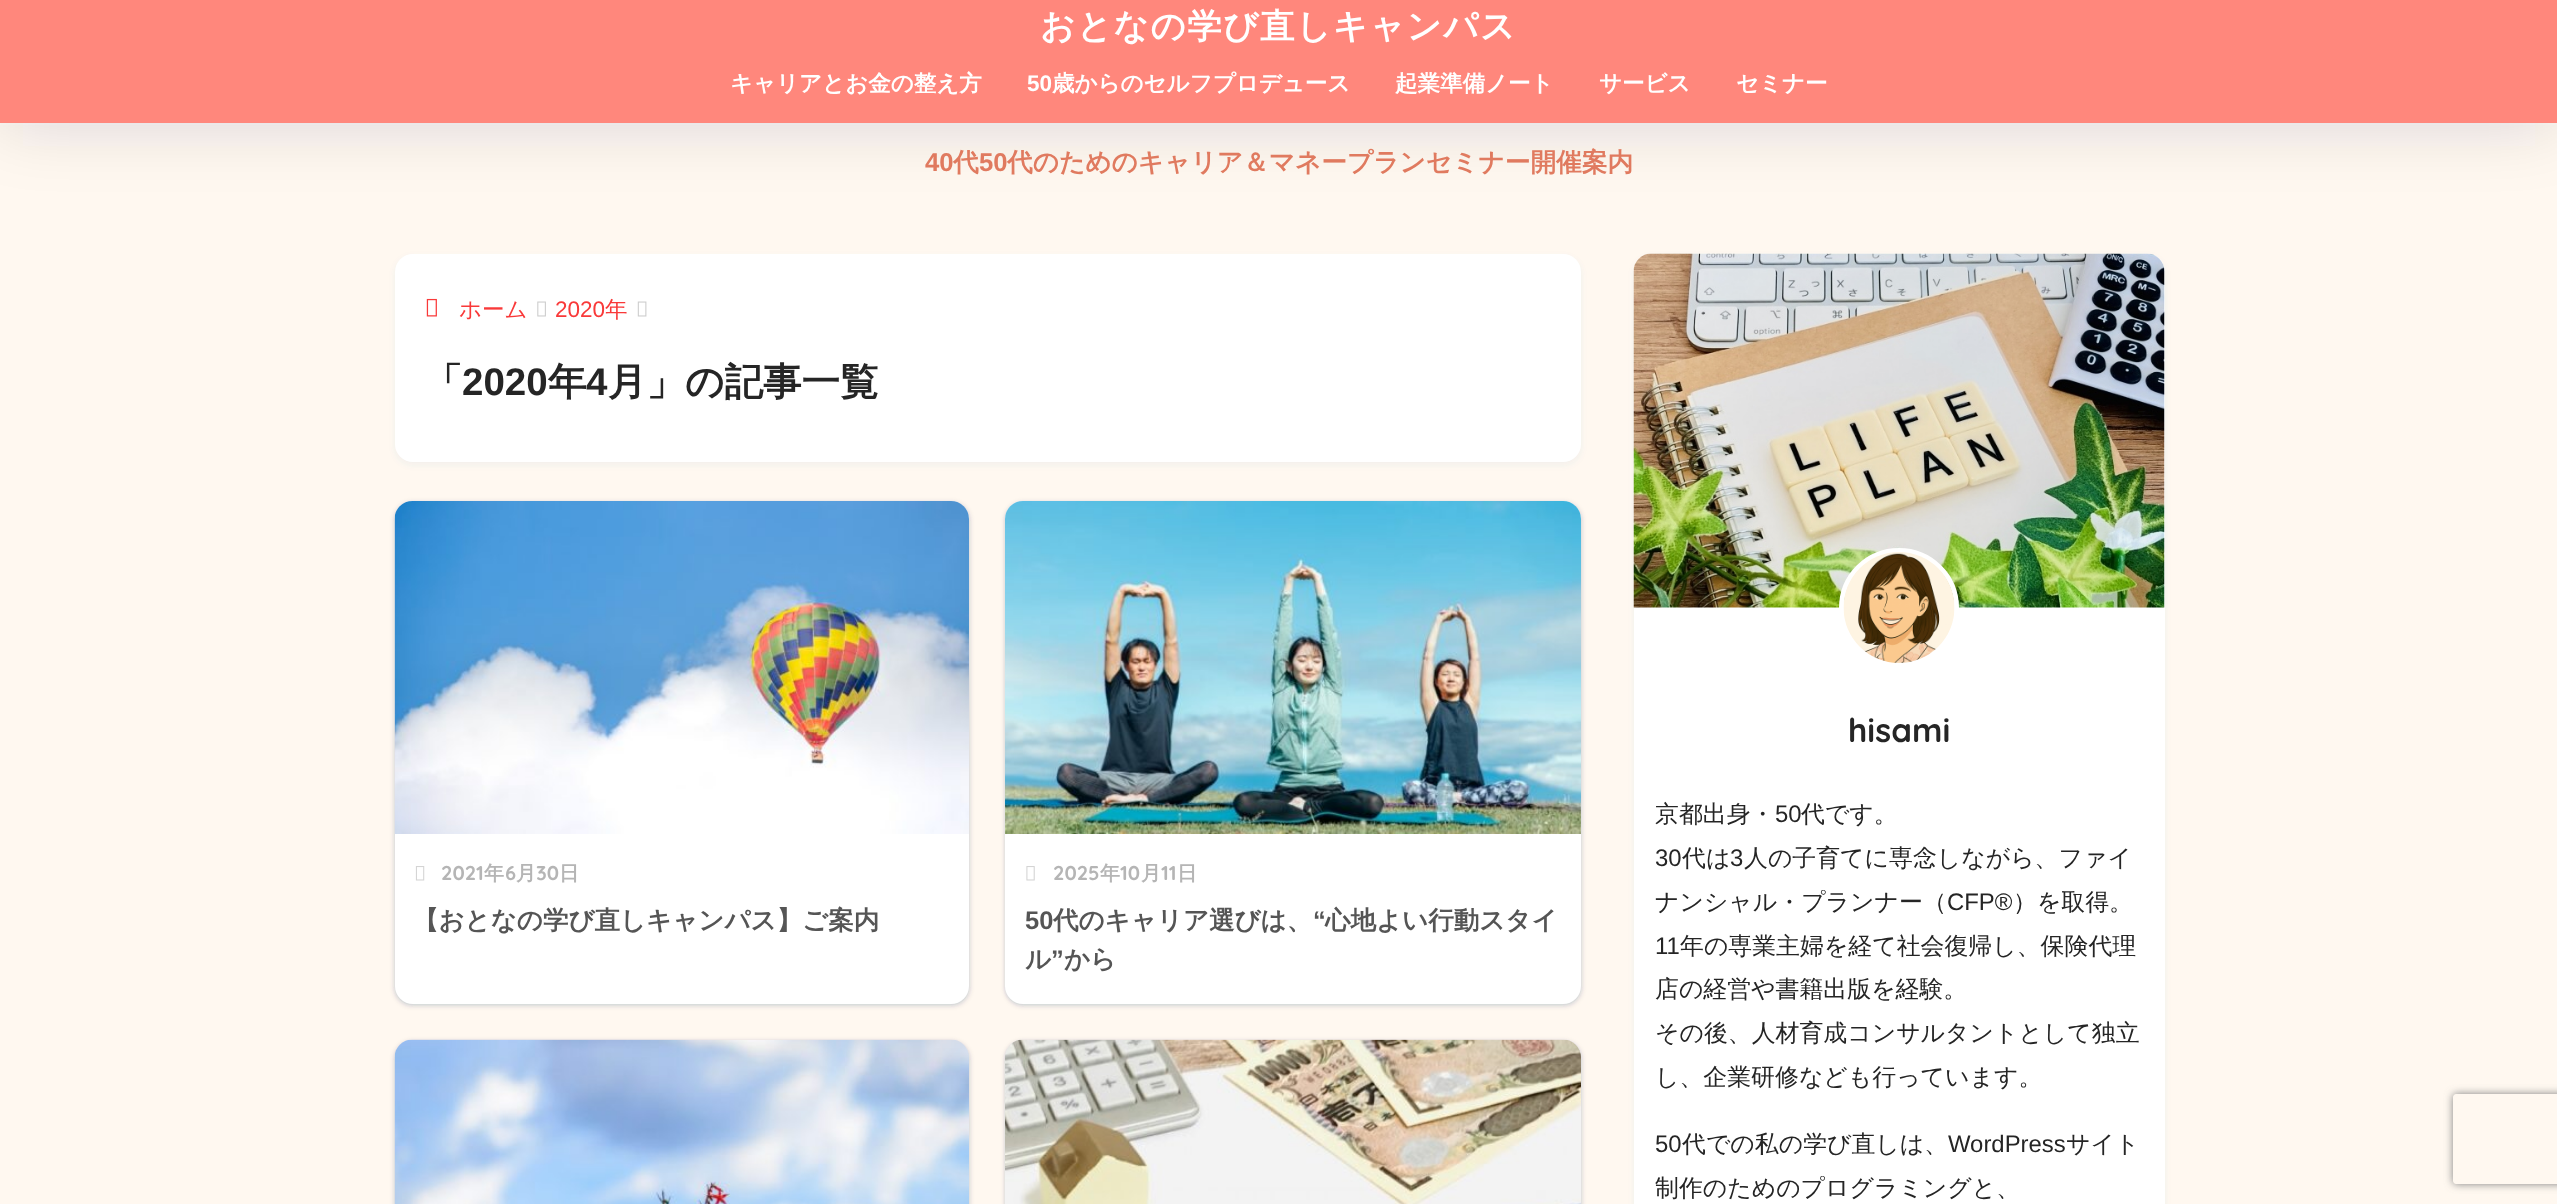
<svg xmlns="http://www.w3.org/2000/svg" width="2557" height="1204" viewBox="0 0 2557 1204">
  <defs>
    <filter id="blur1" x="-50%" y="-200%" width="200%" height="500%"><feGaussianBlur stdDeviation="34"/></filter>
    <filter id="blur2" x="-50%" y="-200%" width="200%" height="500%"><feGaussianBlur stdDeviation="3"/></filter>
    <filter id="blur3" x="-50%" y="-200%" width="200%" height="500%"><feGaussianBlur stdDeviation="2"/></filter>
    <filter id="blur4" x="-50%" y="-200%" width="200%" height="500%"><feGaussianBlur stdDeviation="1.5"/></filter>
    <clipPath id="clip1"><path d="M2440 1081H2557V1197H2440ZM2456 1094H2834C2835.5 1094 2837 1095.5 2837 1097V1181C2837 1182.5 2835.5 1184 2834 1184H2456C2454.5 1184 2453 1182.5 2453 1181V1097C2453 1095.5 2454.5 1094 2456 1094Z" clip-rule="evenodd"/></clipPath>
    <filter id="blur5" x="-50%" y="-200%" width="200%" height="500%"><feGaussianBlur stdDeviation="4"/></filter>
  </defs>
  <rect width="100%" height="100%" fill="#fff8f0"/>
  <rect x="0" y="123" width="2557" height="2" fill="#fffaf5"/>
  <rect x="0" y="0" width="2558" height="123" fill="#000c42" fill-opacity="0.15" filter="url(#blur1)"/>
  <rect x="0" y="0" width="2557" height="123" fill="#ff877c"/>
  <text x="1040" y="38" font-family="WenQuanYi Zen Hei" font-size="34.5" font-weight="bold" letter-spacing="1.5" fill="#ffffff">おとなの学び直しキャンパス</text>
  <text x="730" y="91" font-family="WenQuanYi Zen Hei" font-size="22.5" font-weight="bold" fill="#ffffff">キャリアとお金の整え方</text>
  <text x="1027" y="91" font-family="Liberation Sans" font-size="22.5" font-weight="bold" fill="#ffffff">50</text>
  <text x="1052" y="91" font-family="WenQuanYi Zen Hei" font-size="22.5" font-weight="bold" fill="#ffffff">歳からのセルフプロデュース</text>
  <text x="1395" y="91" font-family="WenQuanYi Zen Hei" font-size="22.5" font-weight="bold" fill="#ffffff">起業準備ノート</text>
  <text x="1599" y="91" font-family="WenQuanYi Zen Hei" font-size="22.5" font-weight="bold" fill="#ffffff">サービス</text>
  <text x="1736" y="91" font-family="WenQuanYi Zen Hei" font-size="22.5" font-weight="bold" fill="#ffffff">セミナー</text>
  <text x="925" y="171" font-family="Liberation Sans" font-size="25.7" font-weight="bold" fill="#e07a5f">40</text>
  <text x="953" y="171" font-family="WenQuanYi Zen Hei" font-size="25.7" font-weight="bold" fill="#e07a5f">代</text>
  <text x="979" y="171" font-family="Liberation Sans" font-size="25.7" font-weight="bold" fill="#e07a5f">50</text>
  <text x="1007" y="171" font-family="WenQuanYi Zen Hei" font-size="25.7" font-weight="bold" fill="#e07a5f">代のためのキャリア＆マネープランセミナー開催案内</text>
  <rect x="395" y="257" width="1186" height="208" rx="18" fill="#4385bb" fill-opacity="0.07" filter="url(#blur2)"/>
  <rect x="395" y="254" width="1186" height="208" rx="18" fill="#ffffff"/>
  <image x="426" y="298" width="11" height="19" href="img1.png"/>
  <text x="459" y="317" font-family="WenQuanYi Zen Hei" font-size="22.5" font-weight="500" fill="#f93939">ホーム</text>
  <image x="537" y="301" width="9" height="16" href="img2.png"/>
  <text x="555" y="317" font-family="Liberation Sans" font-size="22.5" fill="#f93939">2020</text>
  <text x="605" y="317" font-family="WenQuanYi Zen Hei" font-size="22.5" font-weight="500" fill="#f93939">年</text>
  <image x="637" y="301" width="10" height="16" href="img3.png"/>
  <text x="424" y="395" font-family="WenQuanYi Zen Hei" font-size="38.5" font-weight="bold" fill="#252525">「</text>
  <text x="462" y="395" font-family="Liberation Sans" font-size="38.5" font-weight="bold" fill="#252525">2020</text>
  <text x="548" y="395" font-family="WenQuanYi Zen Hei" font-size="38.5" font-weight="bold" fill="#252525">年</text>
  <text x="586" y="395" font-family="Liberation Sans" font-size="38.5" font-weight="bold" fill="#252525">4</text>
  <text x="608" y="395" font-family="WenQuanYi Zen Hei" font-size="38.5" font-weight="bold" fill="#252525">月」の記事一覧</text>
  <rect x="393" y="501" width="578" height="506" rx="20" fill="#182c54" fill-opacity="0.1" filter="url(#blur3)"/>
  <rect x="395" y="503" width="574" height="502" rx="18" fill="#182c54" fill-opacity="0.1" filter="url(#blur4)"/>
  <rect x="395" y="501" width="574" height="503" rx="18" fill="#ffffff"/>
  <image x="394" y="501" width="575" height="333" href="img4.png"/>
  <image x="415" y="866" width="10" height="15" href="img5.png"/>
  <text x="441" y="880" font-family="Quicksand" font-size="20" font-weight="bold" fill="#b5b5b5">2021</text>
  <text x="484" y="880" font-family="WenQuanYi Zen Hei" font-size="20" font-weight="bold" fill="#b5b5b5">年</text>
  <text x="505" y="880" font-family="Quicksand" font-size="20" font-weight="bold" fill="#b5b5b5">6</text>
  <text x="516" y="880" font-family="WenQuanYi Zen Hei" font-size="20" font-weight="bold" fill="#b5b5b5">月</text>
  <text x="536" y="880" font-family="Quicksand" font-size="20" font-weight="bold" fill="#b5b5b5">30</text>
  <text x="559" y="880" font-family="WenQuanYi Zen Hei" font-size="20" font-weight="bold" fill="#b5b5b5">日</text>
  <text x="413" y="929" font-family="WenQuanYi Zen Hei" font-size="25.5" font-weight="bold" fill="#555555">【おとなの学び直しキャンパス】ご案内</text>
  <rect x="1004" y="501" width="579" height="506" rx="20" fill="#182c54" fill-opacity="0.1" filter="url(#blur3)"/>
  <rect x="1005" y="503" width="576" height="502" rx="18" fill="#182c54" fill-opacity="0.1" filter="url(#blur4)"/>
  <rect x="1005" y="501" width="576" height="503" rx="18" fill="#ffffff"/>
  <image x="1005" y="501" width="576" height="333" href="img6.png"/>
  <image x="1026" y="866" width="9" height="15" href="img7.png"/>
  <text x="1053" y="880" font-family="Quicksand" font-size="20" font-weight="bold" fill="#b5b5b5">2025</text>
  <text x="1100" y="880" font-family="WenQuanYi Zen Hei" font-size="20" font-weight="bold" fill="#b5b5b5">年</text>
  <text x="1120" y="880" font-family="Quicksand" font-size="20" font-weight="bold" fill="#b5b5b5">10</text>
  <text x="1141" y="880" font-family="WenQuanYi Zen Hei" font-size="20" font-weight="bold" fill="#b5b5b5">月</text>
  <text x="1161" y="880" font-family="Quicksand" font-size="20" font-weight="bold" fill="#b5b5b5">11</text>
  <text x="1177" y="880" font-family="WenQuanYi Zen Hei" font-size="20" font-weight="bold" fill="#b5b5b5">日</text>
  <text x="1025" y="929" font-family="Liberation Sans" font-size="25.5" font-weight="bold" fill="#555555">50</text>
  <text x="1053" y="929" font-family="WenQuanYi Zen Hei" font-size="25.5" font-weight="bold" fill="#555555">代のキャリア選びは、</text>
  <text x="1313" y="929" font-family="Liberation Sans" font-size="25.5" font-weight="bold" fill="#555555">“</text>
  <text x="1325" y="929" font-family="WenQuanYi Zen Hei" font-size="25.5" font-weight="bold" fill="#555555">心地よい行動スタイ</text>
  <text x="1025" y="968" font-family="WenQuanYi Zen Hei" font-size="25.5" font-weight="bold" fill="#555555">ル</text>
  <text x="1051" y="968" font-family="Liberation Sans" font-size="25.5" font-weight="bold" fill="#555555">”</text>
  <text x="1064" y="968" font-family="WenQuanYi Zen Hei" font-size="25.5" font-weight="bold" fill="#555555">から</text>
  <rect x="393" y="1040" width="578" height="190" rx="20" fill="#182c54" fill-opacity="0.1" filter="url(#blur3)"/>
  <rect x="395" y="1041" width="574" height="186" rx="18" fill="#182c54" fill-opacity="0.1" filter="url(#blur4)"/>
  <image x="394" y="1039" width="575" height="165" href="img8.png"/>
  <rect x="1004" y="1040" width="579" height="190" rx="20" fill="#182c54" fill-opacity="0.1" filter="url(#blur3)"/>
  <rect x="1005" y="1041" width="576" height="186" rx="18" fill="#182c54" fill-opacity="0.1" filter="url(#blur4)"/>
  <image x="1005" y="1039" width="576" height="165" href="img9.png"/>
  <rect x="1634" y="257" width="531" height="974" rx="18" fill="#4385bb" fill-opacity="0.07" filter="url(#blur2)"/>
  <rect x="1634" y="254" width="531" height="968" rx="18" fill="#ffffff"/>
  <image x="1633" y="253" width="532" height="355" href="img10.png"/>
  <circle cx="1899" cy="608" r="57.5" fill="none" stroke="#ffffff" stroke-width="5"/>
  <image x="1843" y="552" width="112" height="111" href="img11.png"/>
  <text x="1848" y="742" font-family="Quicksand" font-size="33" font-weight="bold" fill="#252525">hisami</text>
  <text x="1655" y="822" font-family="WenQuanYi Zen Hei" font-size="23.9" font-weight="500" fill="#252525">京都出身・</text>
  <text x="1775" y="822" font-family="Liberation Sans" font-size="23.9" fill="#252525">50</text>
  <text x="1801" y="822" font-family="WenQuanYi Zen Hei" font-size="23.9" font-weight="500" fill="#252525">代です。</text>
  <text x="1655" y="866" font-family="Liberation Sans" font-size="23.9" fill="#252525">30</text>
  <text x="1682" y="866" font-family="WenQuanYi Zen Hei" font-size="23.9" font-weight="500" fill="#252525">代は</text>
  <text x="1730" y="866" font-family="Liberation Sans" font-size="23.9" fill="#252525">3</text>
  <text x="1744" y="866" font-family="WenQuanYi Zen Hei" font-size="23.9" font-weight="500" fill="#252525">人の子育てに専念しながら、ファイ</text>
  <text x="1655" y="910" font-family="WenQuanYi Zen Hei" font-size="23.9" font-weight="500" fill="#252525">ナンシャル・プランナー（</text>
  <text x="1947" y="910" font-family="Liberation Sans" font-size="23.9" fill="#252525">CFP®︎</text>
  <text x="2013" y="910" font-family="WenQuanYi Zen Hei" font-size="23.9" font-weight="500" fill="#252525">）を取得。</text>
  <text x="1655" y="954" font-family="Liberation Sans" font-size="23.9" fill="#252525">11</text>
  <text x="1680" y="954" font-family="WenQuanYi Zen Hei" font-size="23.9" font-weight="500" fill="#252525">年の専業主婦を経て社会復帰し、保険代理</text>
  <text x="1655" y="997" font-family="WenQuanYi Zen Hei" font-size="23.9" font-weight="500" fill="#252525">店の経営や書籍出版を経験。</text>
  <text x="1655" y="1041" font-family="WenQuanYi Zen Hei" font-size="23.9" font-weight="500" fill="#252525">その後、人材育成コンサルタントとして独立</text>
  <text x="1655" y="1085" font-family="WenQuanYi Zen Hei" font-size="23.9" font-weight="500" fill="#252525">し、企業研修なども行っています。</text>
  <text x="1655" y="1152" font-family="Liberation Sans" font-size="23.9" fill="#252525">50</text>
  <text x="1682" y="1152" font-family="WenQuanYi Zen Hei" font-size="23.9" font-weight="500" fill="#252525">代での私の学び直しは、</text>
  <text x="1948" y="1152" font-family="Liberation Sans" font-size="23.9" fill="#252525">WordPress</text>
  <text x="2066" y="1152" font-family="WenQuanYi Zen Hei" font-size="23.9" font-weight="500" fill="#252525">サイト</text>
  <text x="1655" y="1196" font-family="WenQuanYi Zen Hei" font-size="23.9" font-weight="500" fill="#252525">制作のためのプログラミングと、</text>
  <g clip-path="url(#clip1)">
    <rect x="2453" y="1094" width="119" height="90" rx="3" fill="#808080" filter="url(#blur5)"/>
  </g>
</svg>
◆ ◆ ◆ ◆ ◆
## [Your instructions]
The required output is every line above that contains the string "おとなの学び直しキャンパス".

## [Output]
  <text x="1040" y="38" font-family="WenQuanYi Zen Hei" font-size="34.5" font-weight="bold" letter-spacing="1.5" fill="#ffffff">おとなの学び直しキャンパス</text>
  <text x="413" y="929" font-family="WenQuanYi Zen Hei" font-size="25.5" font-weight="bold" fill="#555555">【おとなの学び直しキャンパス】ご案内</text>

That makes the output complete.